Moz Q&A is closed.
After more than 13 years, and tens of thousands of questions, Moz Q&A closed on 12th December 2024. Whilst we’re not completely removing the content - many posts will still be possible to view - we have locked both new posts and new replies. More details here.
Subdomain Removal in Robots.txt with Conditional Logic??
-
I would like to see if there is a way to add conditional logic to the robots.txt file so that when we push from DEV to PRODUCTION and the robots.txt file is pushed, we don't have to remember to NOT push the robots.txt file OR edit it when it goes live.
My specific situation is this:
I have www.website.com, dev.website.com and new.website.com and somehow google has indexed the DEV.website.com and NEW.website.com and I'd like these to be removed from google's index as they are causing duplicate content.
Should I:
a) add 2 new GWT entries for DEV.website.com and NEW.website.com and VERIFY ownership - if I do this, then when the files are pushed to LIVE won't the files contain the VERIFY META CODE for the DEV version even though it's now LIVE? (hope that makes sense)
b) write a robots.txt file that specifies "DISALLOW: DEV.website.com/" is that possible? I have only seen examples of DISALLOW with a "/" in the beginning...

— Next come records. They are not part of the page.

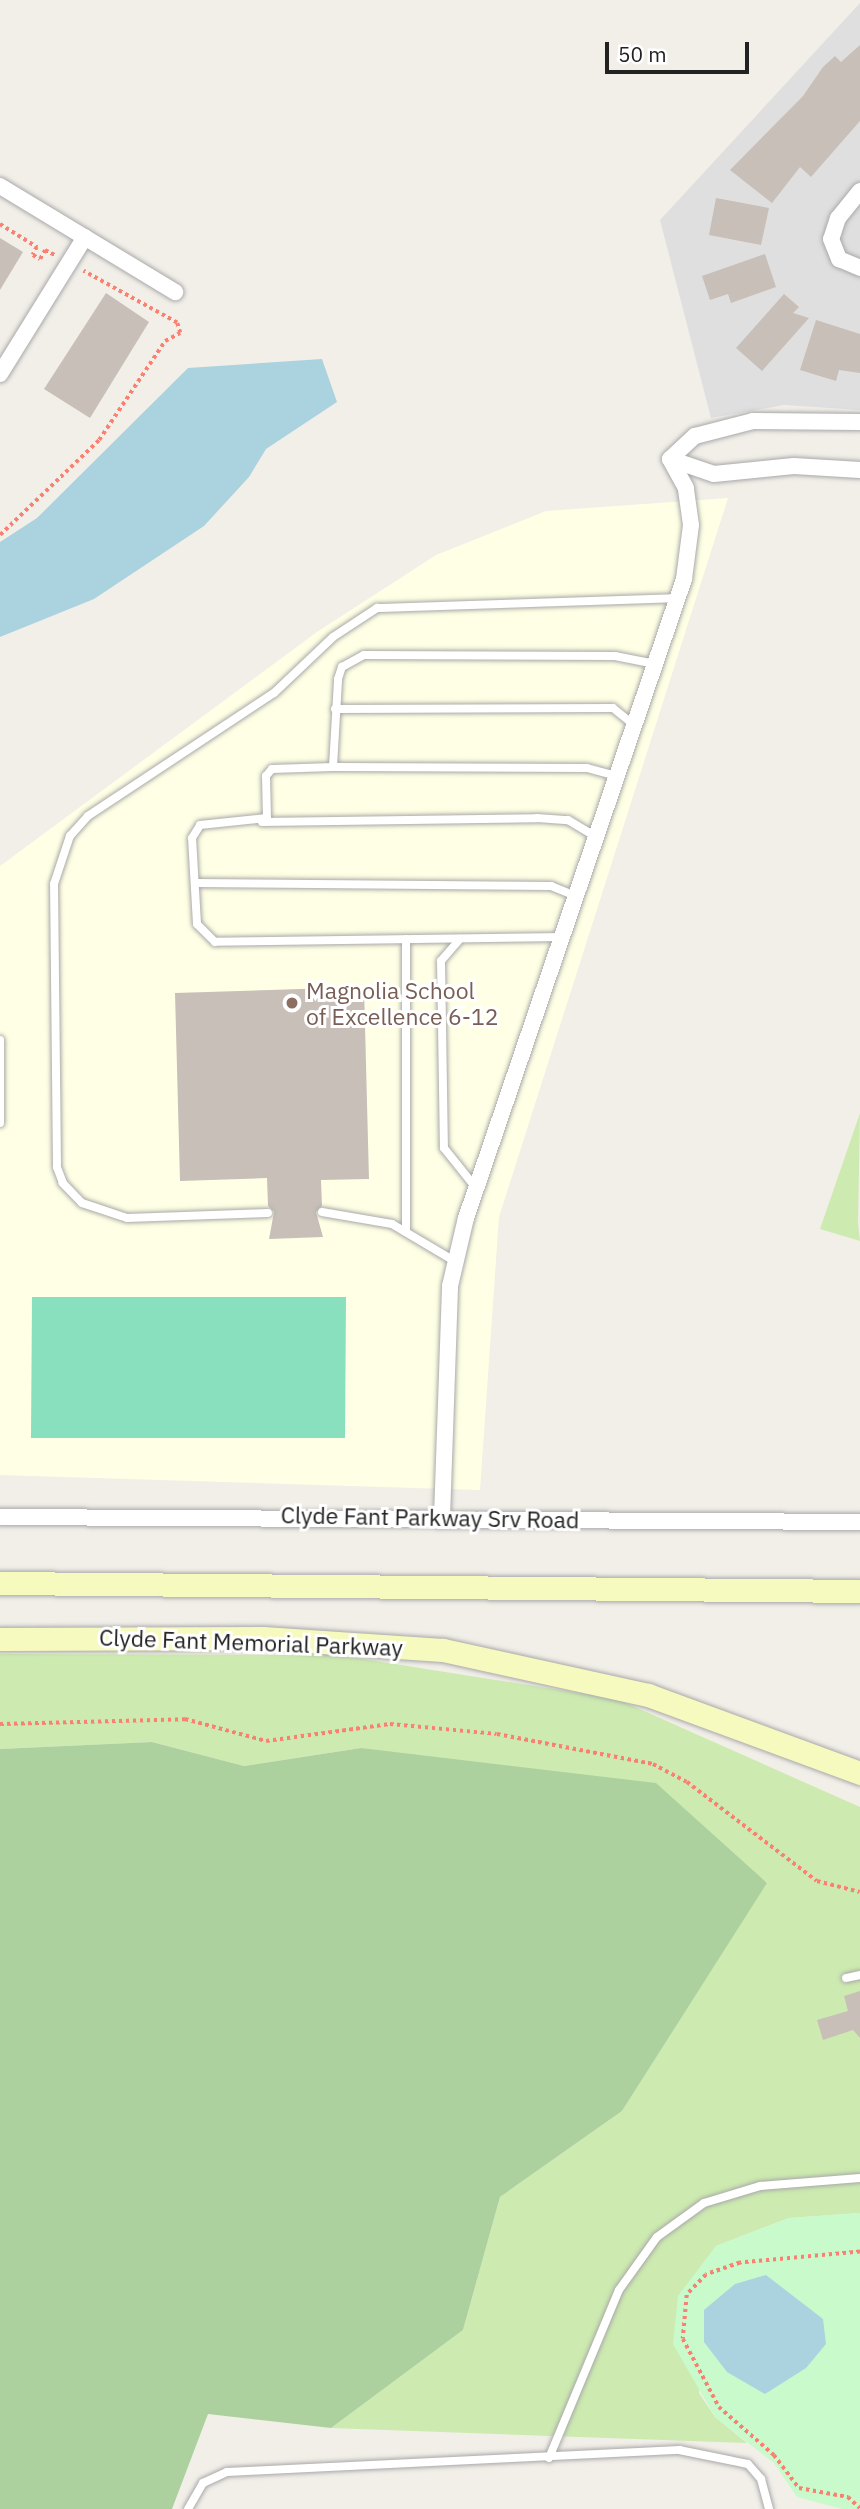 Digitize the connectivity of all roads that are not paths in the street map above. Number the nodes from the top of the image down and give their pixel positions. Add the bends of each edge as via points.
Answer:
1 (0, 186) edge
2 (860, 191) edge
3 (85, 237) junction
4 (860, 268) edge
5 (175, 292) dead end
6 (0, 374) edge
7 (860, 422) edge
8 (670, 459) junction
9 (860, 470) edge
10 (677, 598) junction
11 (655, 664) junction
12 (335, 709) junction
13 (634, 724) junction
14 (333, 767) junction
15 (617, 776) junction
16 (262, 822) junction
17 (596, 837) junction
18 (195, 883) junction
19 (576, 895) junction
20 (562, 937) junction
21 (406, 939) junction
22 (460, 939) junction
23 (0, 1041) edge
24 (0, 1123) edge
25 (476, 1188) junction
26 (322, 1212) dead end
27 (268, 1213) dead end
28 (406, 1232) junction
29 (456, 1262) junction
30 (0, 1517) edge
31 (442, 1517) junction
32 (860, 1522) edge
33 (0, 1583) edge
34 (860, 1591) edge
35 (0, 1639) edge
36 (699, 1712) junction
37 (860, 1773) edge
38 (860, 1789) edge
39 (860, 1975) edge
40 (846, 1978) dead end
41 (860, 2178) edge
42 (549, 2458) junction
43 (188, 2509) edge
44 (769, 2509) edge

1 - 3 street
2 - 4 street via 838,218 831,251
3 - 5 street
3 - 6 street
7 - 8 street via 752,421 695,436
8 - 9 street via 714,474 794,466
8 - 10 street via 687,488 691,524
10 - 11 street
10 - 27 lane via 377,608 333,636 274,693 88,816 70,836 54,884 57,1167 63,1183 82,1203 127,1218
11 - 12 lane via 615,656 364,655 342,667
11 - 13 street
12 - 13 lane via 613,708
12 - 14 lane
13 - 15 street
14 - 15 lane via 587,768
14 - 16 lane via 272,769 266,776 267,818
15 - 17 street
16 - 17 lane via 537,818 568,820
16 - 18 lane via 195,829
17 - 19 street
18 - 19 lane via 551,886
18 - 21 lane via 197,924 215,942
19 - 20 street
20 - 22 lane
20 - 25 street
21 - 22 lane
21 - 28 lane
22 - 25 lane via 441,961 444,1148
23 - 24 lane
25 - 29 street
26 - 28 lane
28 - 29 lane
29 - 31 street
30 - 31 street, Clyde Fant Parkway Srv Road
31 - 32 street, Clyde Fant Parkway Srv Road
33 - 34 main road
35 - 36 main road, Clyde Fant Memorial Parkway via 362,1642 537,1667
36 - 37 main road, Clyde Fant Memorial Parkway
36 - 38 main road
39 - 40 lane
41 - 42 lane via 760,2186 704,2203 657,2237 620,2290
42 - 43 lane via 227,2472 203,2483
42 - 44 lane via 679,2451 729,2456 761,2479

Hope this makes sense, can really use the help! I'm on a Windows Server 2008 box running ColdFusion websites.
-
Here's how I dealt with a similar situation in the past.
Robots.txt on each of the dev subdomains and on the live domain. Dev subdomains robots.txt excluded the entire subdomain, and subdomains were verified in GWT and removed as needed.
Made live subdomain robots.txt read-only so it didn't get overwritten. Should have made dev subdomains robots.txt read-only as well, since they sometimes got refreshed with the live content (there was a UGC database that would occasionally get copied to a dev subdomain, and we'd have robots.txt get copied over too and dev subdomain indexed).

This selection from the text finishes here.